Doubting Cocoa

TidBITS, iMovie 3 Tips and Gotchas:

"Although the program introduced a number of welcome new features, performance was sluggish, the program crashed for no reason, and exporting data was problematic. iMovie 3 had become the new Word 6 (for those who remember that giant step backwards)."

I still wonder about performance sometimes. Why is iCal so slow anyway? And why is the rewritten-in-Cocoa iMovie 3 slower than iMovie 1 and 2? No doubt that it is design decisions more than the language or framework that makes an app slow. OmniOutliner and Keynote are two examples of fast Cocoa apps.

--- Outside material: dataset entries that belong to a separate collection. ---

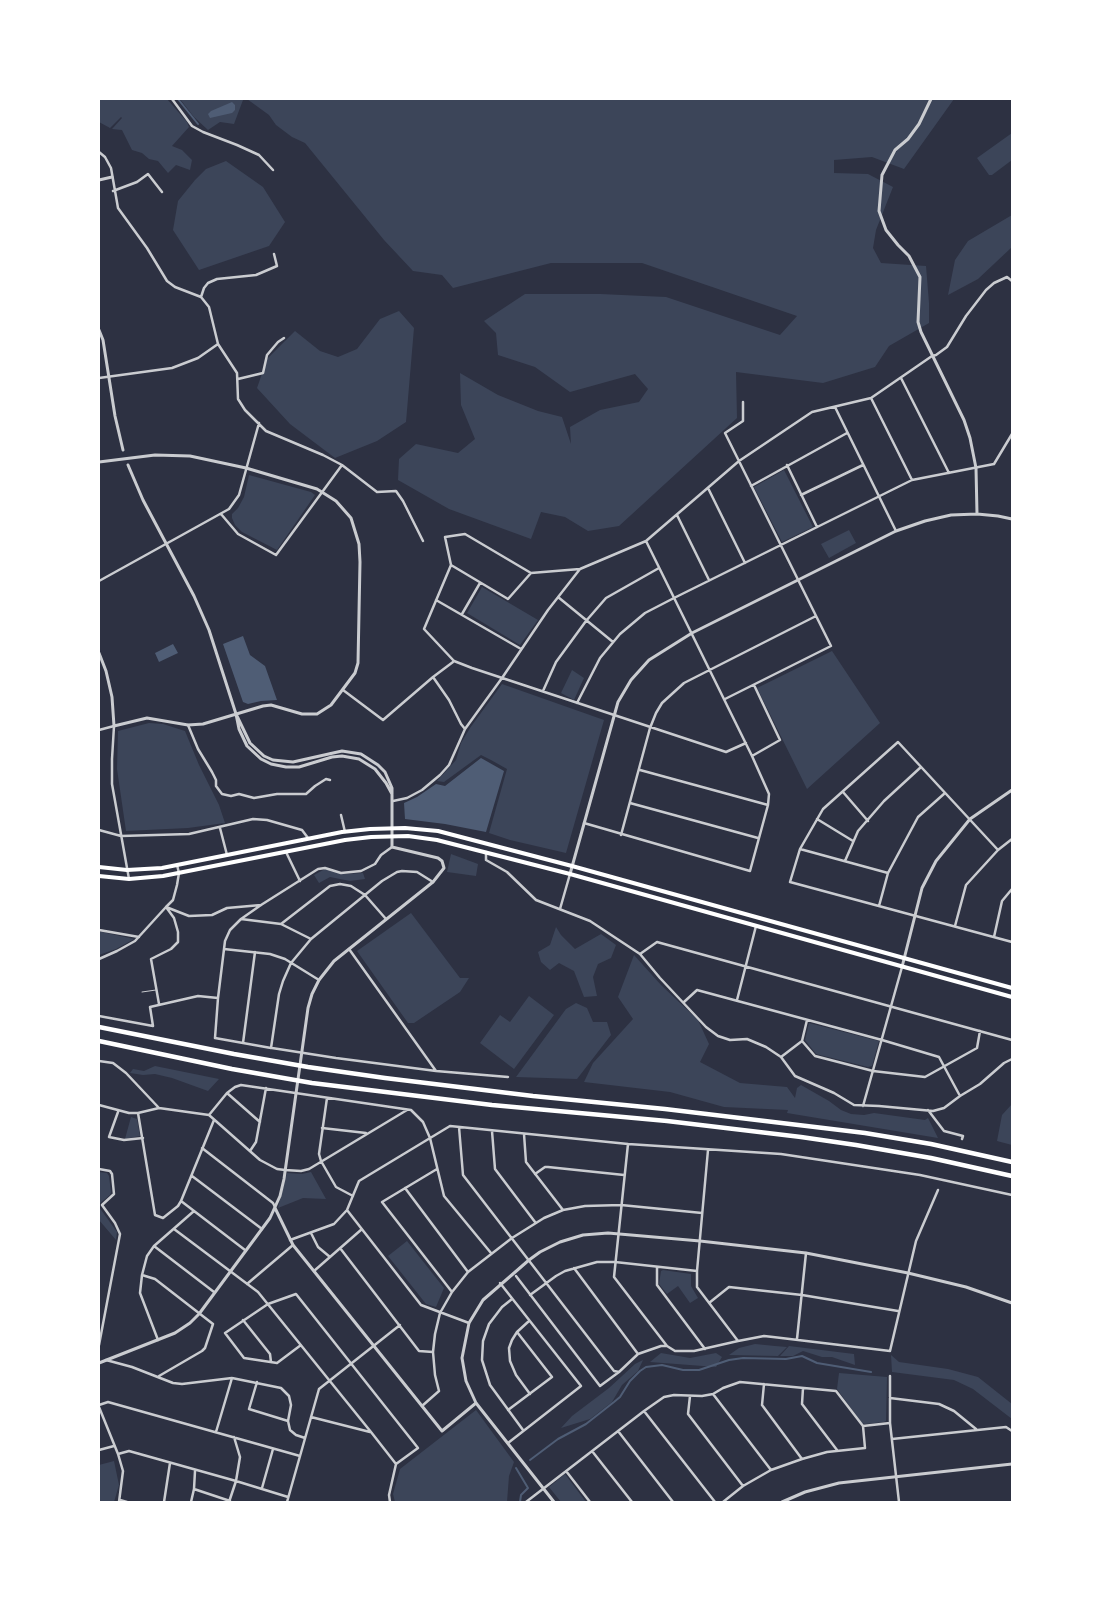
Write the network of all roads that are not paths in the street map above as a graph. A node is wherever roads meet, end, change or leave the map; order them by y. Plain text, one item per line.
1 (172, 99) edge
2 (931, 99) edge
3 (99, 152) edge
4 (273, 170) dead end
5 (112, 177) junction
6 (99, 180) edge
7 (113, 191) junction
8 (162, 192) dead end
9 (274, 254) dead end
10 (1012, 281) edge
11 (201, 297) junction
12 (99, 330) edge
13 (284, 338) dead end
14 (218, 344) junction
15 (932, 356) junction
16 (108, 377) junction
17 (99, 378) edge
18 (901, 378) junction
19 (238, 380) junction
20 (872, 398) junction
21 (743, 402) dead end
22 (835, 407) junction
23 (259, 423) junction
24 (847, 433) junction
25 (1012, 434) edge
26 (123, 450) dead end
27 (739, 461) junction
28 (99, 462) edge
29 (128, 465) dead end
30 (342, 465) junction
31 (787, 465) junction
32 (864, 465) junction
33 (246, 468) junction
34 (976, 468) junction
35 (949, 473) junction
36 (912, 480) junction
37 (751, 486) junction
38 (708, 488) junction
39 (322, 491) junction
40 (801, 495) junction
41 (878, 496) junction
42 (221, 514) junction
43 (676, 514) junction
44 (977, 514) junction
45 (1012, 519) edge
46 (817, 527) junction
47 (896, 531) junction
48 (646, 541) junction
49 (423, 542) dead end
50 (166, 544) junction
51 (780, 545) junction
52 (745, 563) junction
53 (451, 565) junction
54 (659, 568) junction
55 (580, 569) junction
56 (531, 573) junction
57 (99, 580) edge
58 (709, 580) junction
59 (798, 581) junction
60 (480, 583) junction
61 (557, 597) junction
62 (674, 598) junction
63 (436, 600) junction
64 (462, 614) junction
65 (816, 616) junction
66 (586, 621) junction
67 (692, 633) junction
68 (613, 642) junction
69 (521, 649) junction
70 (99, 654) edge
71 (454, 662) junction
72 (709, 669) junction
73 (433, 677) junction
74 (502, 678) junction
75 (754, 685) junction
76 (343, 690) junction
77 (542, 691) junction
78 (725, 699) junction
79 (577, 703) junction
80 (236, 714) junction
81 (613, 716) junction
82 (188, 725) junction
83 (114, 726) junction
84 (650, 728) junction
85 (466, 729) junction
86 (99, 730) edge
87 (746, 743) junction
88 (752, 756) junction
89 (921, 767) junction
90 (640, 770) junction
91 (330, 780) dead end
92 (1012, 790) edge
93 (843, 792) junction
94 (946, 793) junction
95 (393, 801) junction
96 (630, 803) junction
97 (768, 805) junction
98 (341, 814) dead end
99 (970, 819) junction
100 (817, 820) junction
101 (868, 821) junction
102 (584, 824) junction
103 (220, 828) junction
104 (392, 828) junction
105 (99, 830) edge
106 (345, 832) junction
107 (621, 835) junction
108 (121, 836) junction
109 (392, 836) junction
110 (758, 838) junction
111 (309, 839) junction
112 (1012, 839) edge
113 (853, 841) junction
114 (392, 847) junction
115 (800, 849) junction
116 (998, 850) junction
117 (286, 852) junction
118 (486, 852) junction
119 (227, 855) junction
120 (845, 861) junction
121 (177, 865) junction
122 (572, 866) junction
123 (99, 867) edge
124 (127, 870) junction
125 (179, 873) junction
126 (888, 873) junction
127 (570, 874) junction
128 (99, 876) edge
129 (129, 879) junction
130 (300, 881) junction
131 (432, 882) junction
132 (1012, 889) edge
133 (365, 895) junction
134 (261, 905) junction
135 (879, 906) junction
136 (166, 907) junction
137 (560, 909) junction
138 (915, 916) junction
139 (386, 919) junction
140 (241, 920) junction
141 (281, 924) junction
142 (756, 926) junction
143 (955, 926) junction
144 (99, 930) edge
145 (139, 937) junction
146 (994, 937) junction
147 (311, 939) junction
148 (1012, 942) edge
149 (224, 949) junction
150 (349, 949) junction
151 (255, 952) junction
152 (640, 954) junction
153 (904, 958) junction
154 (99, 959) edge
155 (291, 963) junction
156 (746, 966) junction
157 (902, 967) junction
158 (319, 980) junction
159 (1012, 988) edge
160 (156, 990) junction
161 (142, 992) dead end
162 (1012, 997) edge
163 (218, 998) junction
164 (737, 1000) junction
165 (684, 1002) junction
166 (159, 1004) junction
167 (891, 1006) junction
168 (99, 1016) edge
169 (807, 1020) junction
170 (99, 1027) edge
171 (980, 1030) junction
172 (882, 1040) junction
173 (1012, 1040) edge
174 (99, 1041) edge
175 (802, 1041) junction
176 (243, 1043) junction
177 (271, 1048) junction
178 (781, 1057) junction
179 (1012, 1059) edge
180 (99, 1061) edge
181 (944, 1066) junction
182 (436, 1071) junction
183 (873, 1071) junction
184 (508, 1077) dead end
185 (266, 1088) junction
186 (227, 1093) junction
187 (960, 1096) junction
188 (327, 1098) junction
189 (99, 1105) edge
190 (863, 1106) junction
191 (159, 1108) junction
192 (408, 1109) junction
193 (928, 1110) junction
194 (118, 1111) junction
195 (138, 1113) junction
196 (209, 1115) junction
197 (214, 1120) junction
198 (260, 1122) junction
199 (459, 1127) junction
200 (322, 1128) junction
201 (492, 1131) junction
202 (367, 1134) junction
203 (524, 1134) junction
204 (143, 1138) junction
205 (430, 1138) junction
206 (962, 1139) dead end
207 (628, 1144) junction
208 (202, 1148) junction
209 (708, 1150) junction
210 (250, 1151) junction
211 (321, 1161) junction
212 (1012, 1162) edge
213 (437, 1168) junction
214 (99, 1169) edge
215 (285, 1170) junction
216 (535, 1174) junction
217 (624, 1175) junction
218 (192, 1176) junction
219 (1012, 1176) edge
220 (404, 1188) junction
221 (938, 1190) dead end
222 (1012, 1195) edge
223 (353, 1196) junction
224 (181, 1201) junction
225 (621, 1205) junction
226 (275, 1208) junction
227 (348, 1210) junction
228 (563, 1210) junction
229 (194, 1211) junction
230 (702, 1213) junction
231 (535, 1222) junction
232 (262, 1228) junction
233 (362, 1228) junction
234 (174, 1229) junction
235 (311, 1233) junction
236 (618, 1234) junction
237 (512, 1238) junction
238 (290, 1240) junction
239 (700, 1241) junction
240 (293, 1245) junction
241 (154, 1246) junction
242 (340, 1248) junction
243 (245, 1250) junction
244 (491, 1253) junction
245 (806, 1253) junction
246 (330, 1257) junction
247 (529, 1260) junction
248 (615, 1262) junction
249 (657, 1267) junction
250 (574, 1268) junction
251 (230, 1271) junction
252 (696, 1271) junction
253 (314, 1272) junction
254 (468, 1272) junction
255 (908, 1273) junction
256 (142, 1275) junction
257 (516, 1276) dead end
258 (500, 1283) junction
259 (546, 1283) junction
260 (247, 1284) junction
261 (214, 1292) junction
262 (452, 1292) junction
263 (802, 1294) junction
264 (530, 1295) junction
265 (512, 1299) junction
266 (709, 1303) junction
267 (1012, 1303) edge
268 (268, 1304) junction
269 (898, 1312) junction
270 (440, 1313) junction
271 (199, 1314) junction
272 (243, 1320) junction
273 (529, 1321) junction
274 (469, 1323) junction
275 (400, 1325) junction
276 (517, 1332) junction
277 (797, 1339) junction
278 (158, 1340) junction
279 (738, 1341) junction
280 (99, 1346) edge
281 (301, 1346) junction
282 (374, 1346) junction
283 (667, 1346) junction
284 (705, 1349) junction
285 (434, 1352) junction
286 (638, 1354) junction
287 (106, 1360) junction
288 (271, 1362) junction
289 (99, 1363) edge
290 (351, 1364) junction
291 (619, 1372) junction
292 (159, 1376) junction
293 (890, 1376) dead end
294 (232, 1378) junction
295 (329, 1381) junction
296 (257, 1382) junction
297 (764, 1384) junction
298 (803, 1388) junction
299 (530, 1394) junction
300 (713, 1394) junction
301 (690, 1396) junction
302 (890, 1398) junction
303 (476, 1403) junction
304 (99, 1406) edge
305 (422, 1406) junction
306 (508, 1410) junction
307 (644, 1411) junction
308 (311, 1417) junction
309 (288, 1421) junction
310 (890, 1424) junction
311 (863, 1426) junction
312 (976, 1429) junction
313 (523, 1430) junction
314 (618, 1431) junction
315 (1012, 1431) edge
316 (216, 1432) junction
317 (372, 1432) junction
318 (234, 1437) junction
319 (305, 1438) junction
320 (892, 1439) junction
321 (508, 1443) junction
322 (114, 1446) junction
323 (273, 1449) junction
324 (99, 1450) edge
325 (837, 1450) junction
326 (592, 1451) junction
327 (118, 1454) junction
328 (300, 1456) junction
329 (802, 1459) junction
330 (170, 1463) junction
331 (396, 1464) junction
332 (1012, 1464) edge
333 (196, 1470) junction
334 (771, 1470) junction
335 (566, 1471) junction
336 (896, 1476) junction
337 (236, 1481) junction
338 (743, 1486) junction
339 (262, 1488) junction
340 (543, 1488) junction
341 (194, 1489) junction
342 (288, 1497) junction
343 (120, 1501) edge
344 (230, 1501) edge
345 (127, 1502) edge
346 (164, 1502) edge
347 (191, 1502) edge
348 (287, 1502) edge
349 (390, 1502) edge
350 (526, 1502) edge
351 (554, 1502) edge
352 (590, 1502) edge
353 (632, 1502) edge
354 (673, 1502) edge
355 (715, 1502) edge
356 (723, 1502) edge
357 (782, 1502) edge
358 (899, 1502) edge

1 - 4 street
2 - 15 street
3 - 5 street
5 - 6 street
5 - 7 street
7 - 8 street
7 - 11 street
9 - 11 street
10 - 15 street
11 - 14 street
12 - 16 street
13 - 19 street
14 - 16 street
14 - 19 street
15 - 18 street
15 - 34 street
16 - 17 street
16 - 26 street
18 - 20 street
18 - 35 street
19 - 23 street
20 - 22 street
20 - 36 street
21 - 27 street
22 - 24 street
22 - 27 street
23 - 30 street
23 - 33 street
24 - 31 street
24 - 32 street
25 - 34 street
27 - 37 street
27 - 38 street
28 - 33 street
29 - 50 street
30 - 39 street
30 - 49 street
31 - 37 street
31 - 40 street
32 - 40 street
32 - 41 street
33 - 39 street
33 - 42 street
34 - 35 street
34 - 44 street
35 - 36 street
36 - 41 street
37 - 51 street
38 - 43 street
38 - 52 street
39 - 42 street
39 - 76 street
40 - 46 street
41 - 46 street
41 - 47 street
42 - 50 street
43 - 48 street
43 - 58 street
44 - 45 street
44 - 47 street
46 - 51 street
47 - 59 street
48 - 54 street
48 - 55 street
50 - 57 street
50 - 80 street
51 - 52 street
51 - 59 street
52 - 58 street
53 - 56 street
53 - 60 street
53 - 63 street
54 - 62 street
54 - 66 street
55 - 56 street
55 - 61 street
56 - 60 street
58 - 62 street
59 - 65 street
59 - 67 street
60 - 64 street
61 - 66 street
61 - 69 street
62 - 67 street
62 - 68 street
63 - 64 street
63 - 71 street
64 - 69 street
65 - 72 street
65 - 75 street
66 - 68 street
66 - 77 street
67 - 72 street
67 - 81 street
68 - 79 street
69 - 74 street
70 - 83 street
71 - 73 street
71 - 74 street
72 - 78 street
72 - 84 street
73 - 76 street
73 - 85 street
74 - 77 street
74 - 85 street
75 - 78 street
75 - 88 street
76 - 80 street
77 - 79 street
78 - 87 street
79 - 81 street
80 - 82 street
80 - 95 street
81 - 84 street
81 - 102 street
82 - 83 street
82 - 91 street
83 - 86 street
83 - 108 street
84 - 87 street
84 - 90 street
85 - 95 street
87 - 88 street
88 - 97 street
89 - 93 street
89 - 94 street
89 - 101 street
90 - 96 street
90 - 97 street
92 - 99 street
93 - 100 street
93 - 101 street
94 - 99 street
94 - 126 street
95 - 104 street
96 - 107 street
96 - 110 street
97 - 110 street
98 - 106 street
99 - 116 street
99 - 138 street
100 - 113 street
100 - 115 street
101 - 113 street
102 - 107 street
102 - 122 street
103 - 108 street
103 - 111 street
103 - 119 street
104 - 106 main road
104 - 109 street
104 - 122 main road
105 - 108 street
106 - 111 main road
107 - 110 street
108 - 124 street
109 - 114 street
109 - 117 main road
109 - 118 main road
111 - 119 main road
112 - 116 street
113 - 120 street
114 - 130 street
114 - 131 street
115 - 120 street
115 - 135 street
116 - 143 street
117 - 125 main road
117 - 130 street
118 - 127 main road
118 - 137 street
119 - 121 main road
120 - 126 street
121 - 124 main road
121 - 125 street
122 - 127 street
122 - 153 main road
123 - 124 main road
124 - 129 street
125 - 129 main road
125 - 136 street
126 - 135 street
127 - 137 street
127 - 142 main road
128 - 129 main road
130 - 134 street
131 - 133 street
131 - 139 street
132 - 146 street
133 - 139 street
133 - 141 street
133 - 147 street
134 - 136 street
134 - 140 street
135 - 138 street
136 - 145 street
136 - 160 street
137 - 152 street
138 - 143 street
138 - 153 street
139 - 150 street
140 - 141 street
140 - 149 street
141 - 147 street
142 - 156 street
142 - 157 main road
143 - 146 street
144 - 145 street
145 - 154 street
146 - 148 street
147 - 155 street
149 - 151 street
149 - 163 street
150 - 158 street
150 - 182 street
151 - 155 street
151 - 176 street
152 - 156 street
152 - 165 street
153 - 157 street
153 - 159 main road
155 - 158 street
155 - 177 street
156 - 164 street
156 - 167 street
157 - 162 main road
157 - 167 street
158 - 215 street
160 - 161 lane
160 - 166 street
163 - 166 street
163 - 176 street
164 - 165 street
164 - 169 street
165 - 178 street
166 - 168 street
167 - 171 street
167 - 172 street
169 - 172 street
169 - 175 street
170 - 212 highway
171 - 173 street
171 - 181 street
172 - 181 street
172 - 183 street
174 - 219 highway
175 - 178 street
175 - 183 street
176 - 177 street
177 - 182 street
178 - 190 street
179 - 187 street
180 - 191 street
181 - 183 street
181 - 187 street
182 - 184 street
183 - 190 street
185 - 186 street
185 - 188 street
185 - 198 street
186 - 196 street
186 - 198 street
187 - 193 street
188 - 192 street
188 - 200 street
189 - 194 street
190 - 193 street
191 - 195 street
191 - 196 street
192 - 202 street
192 - 205 street
193 - 206 street
194 - 195 street
194 - 204 street
195 - 204 street
196 - 197 street
197 - 208 street
197 - 210 street
198 - 210 street
199 - 201 street
199 - 205 street
199 - 237 street
200 - 202 street
200 - 211 street
201 - 203 street
201 - 231 street
202 - 211 street
203 - 207 street
203 - 216 street
204 - 224 street
205 - 213 street
205 - 223 street
207 - 209 street
207 - 217 street
208 - 218 street
208 - 226 street
209 - 222 street
209 - 230 street
210 - 215 street
211 - 215 street
211 - 223 street
213 - 220 street
213 - 244 street
214 - 280 street
215 - 226 street
216 - 217 street
216 - 228 street
217 - 225 street
218 - 224 street
218 - 232 street
220 - 254 street
220 - 262 street
221 - 255 street
223 - 227 street
224 - 229 street
225 - 228 street
225 - 230 street
225 - 236 street
226 - 232 street
226 - 238 street
227 - 233 street
227 - 235 street
228 - 231 street
229 - 234 street
229 - 243 street
230 - 239 street
231 - 237 street
232 - 243 street
233 - 242 street
233 - 270 street
234 - 241 street
234 - 251 street
235 - 238 street
235 - 246 street
236 - 239 street
236 - 247 street
236 - 248 street
237 - 244 street
237 - 247 street
238 - 240 street
239 - 245 street
239 - 252 street
240 - 253 street
240 - 260 street
241 - 256 street
241 - 261 street
242 - 246 street
242 - 275 street
243 - 251 street
244 - 254 street
245 - 255 street
245 - 263 street
246 - 253 street
247 - 258 street
247 - 259 street
248 - 249 street
248 - 250 street
248 - 283 street
249 - 252 street
249 - 284 street
250 - 259 street
250 - 286 street
251 - 260 street
251 - 261 street
252 - 266 street
253 - 282 street
254 - 262 street
255 - 267 street
255 - 269 street
256 - 271 street
256 - 278 street
257 - 264 street
258 - 265 street
258 - 274 street
259 - 264 street
259 - 291 street
260 - 268 street
261 - 271 street
262 - 270 street
263 - 266 street
263 - 269 street
263 - 277 street
264 - 291 street
265 - 273 street
265 - 306 street
266 - 279 street
268 - 272 street
268 - 281 street
268 - 290 street
269 - 277 street
270 - 274 street
270 - 285 street
271 - 278 street
271 - 292 street
272 - 288 street
272 - 288 street
273 - 276 street
273 - 313 street
274 - 303 street
275 - 282 street
275 - 285 street
276 - 299 street
276 - 299 street
277 - 279 street
278 - 287 street
279 - 284 street
281 - 288 street
281 - 295 street
282 - 290 street
282 - 305 street
283 - 284 street
283 - 286 street
285 - 305 street
286 - 291 street
287 - 289 street
287 - 292 street
290 - 295 street
290 - 331 street
292 - 294 street
293 - 302 street
294 - 296 street
294 - 316 street
295 - 308 street
295 - 317 street
296 - 309 street
296 - 309 street
297 - 298 street
297 - 300 street
297 - 329 street
298 - 311 street
298 - 325 street
299 - 306 street
300 - 301 street
300 - 334 street
301 - 307 street
301 - 338 street
302 - 310 street
302 - 312 street
303 - 305 street
303 - 321 street
304 - 316 street
304 - 322 street
306 - 313 street
307 - 314 street
307 - 355 street
308 - 317 street
308 - 319 street
309 - 319 street
310 - 311 street
310 - 320 street
311 - 325 street
312 - 315 street
312 - 320 street
313 - 321 street
314 - 326 street
314 - 354 street
316 - 318 street
317 - 331 street
318 - 323 street
318 - 337 street
319 - 328 street
320 - 336 street
321 - 340 street
322 - 324 street
322 - 327 street
323 - 328 street
323 - 339 street
325 - 329 street
326 - 335 street
326 - 353 street
327 - 330 street
327 - 343 street
328 - 342 street
329 - 334 street
330 - 333 street
330 - 346 street
331 - 349 street
332 - 336 street
333 - 337 street
333 - 341 street
334 - 338 street
335 - 340 street
335 - 352 street
336 - 357 street
336 - 358 street
337 - 339 street
337 - 344 street
338 - 356 street
339 - 342 street
340 - 350 street
340 - 351 street
341 - 344 street
341 - 347 street
342 - 348 street
343 - 345 street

I spent several weeks last month working on Cocoa experiments – small test applications and new features in a Carbon application. It’s clear that the Cocoa framework is very powerful. If I started a new application from scratch I would probably use Cocoa, but for an existing Carbon application the choice is more difficult.

Look at apps like iTunes. It’s still all Carbon, even the new music store. Or Final Cut Pro. These are some of Apple’s best apps. Not to mention Photoshop and Illustrator. Why should I abandon Carbon if it produces apps like these?

And there’s something else: I trust the Carbon team at Apple. They know the Mac better than most – not just the APIs but what it takes to build solid apps, and what the essence of Mac UI is all about.

I need to think about this more. Contrary to my previous post, mixing Cocoa and Carbon windows in the same application is problematic. Window focus doesn’t always work correctly, and dealing with menu commands in two different ways complicates the app. A better approach would be to stick with one framework for the UI (Cocoa or HIToolbox), and mix-and-match Cocoa and Carbon as needed under the hood.